I also notice a minor but significant trend in the Catholic Church of “canonical” correctness that smells of the Pharisaism that Jesus so sharply rebuked in the Gospels. It follows all the rules irreproachably, in matters both moral and liturgical, but with a hardened attitude that lacks the warmth ofmercy. It fails to attract people to the truth of Christ, and it despairs of dialogue with secular society, preferring a reversion to tribalism or the Catholic ghetto. This reactionary movement can often spring from a fragile sense of self that is desperate to find safety and security in external structures. The reactionary needs a conversion, not like the libertine—to see the self and human nature as a gift—but to rediscover the call of Jesus to lose oneself in order to find oneself. Security cannot be found ultimately in rules and regulations but only in the gift of self, since human beings are created not in the image of a singular and insular God but in the image of the Holy Trinity, a loving communion of Persons.

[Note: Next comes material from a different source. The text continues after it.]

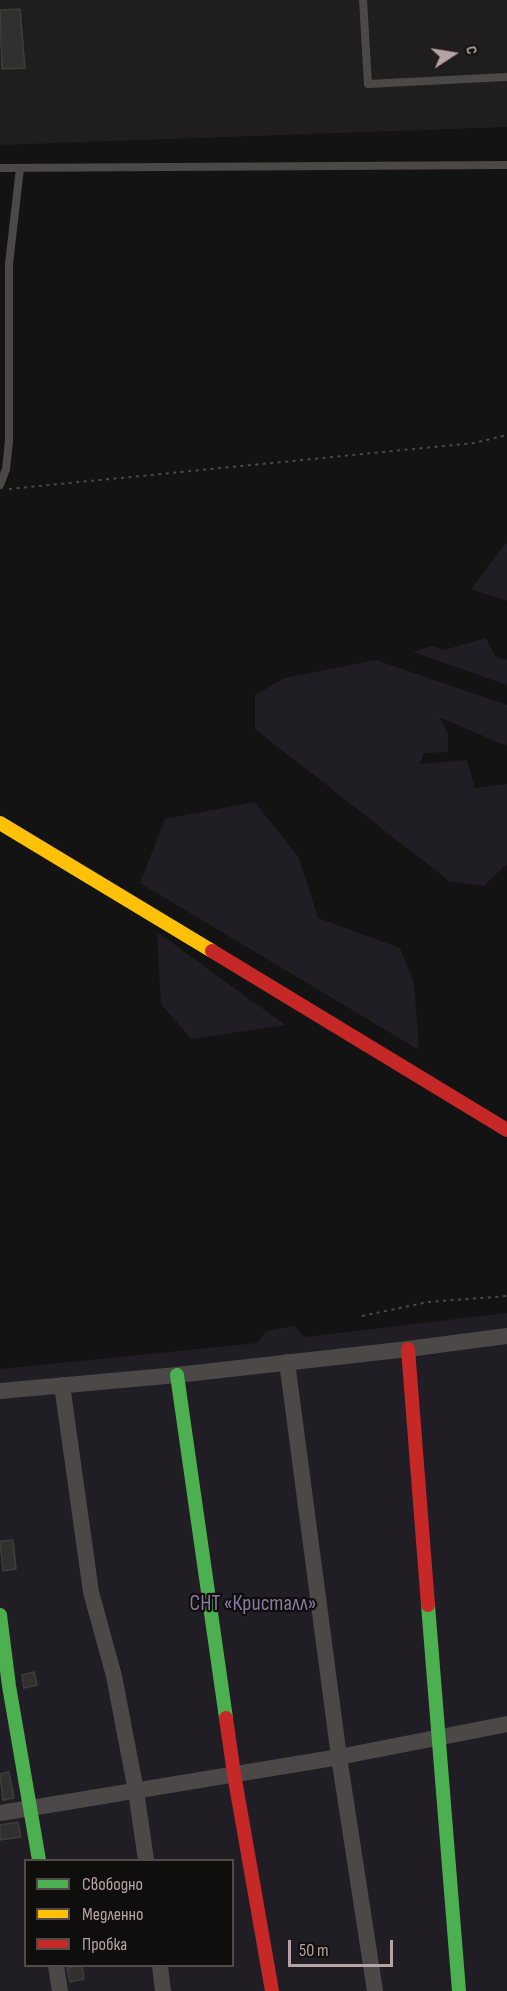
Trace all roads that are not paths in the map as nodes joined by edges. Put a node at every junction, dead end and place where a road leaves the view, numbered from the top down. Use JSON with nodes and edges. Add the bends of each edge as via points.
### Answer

The common good depends on this conversion of libertines, yes, but also of reactionaries, since they are usually people of good will, high ideals and energetic commitment. But they have been waylaid by a philosophy of security in isolation, which does not serve them well and also deprives the wider culture of the gifts they might bring were they more open to engaging in dialogue, without compromising their identity.
Is there common ground between libertines and reactionaries? Well, no. Therefore, both conservatives and liberals must guard against drifting into extremes. With a little conversion on both sides, it is still possible for us to join hands across the divide and walk together into a hope-filled future.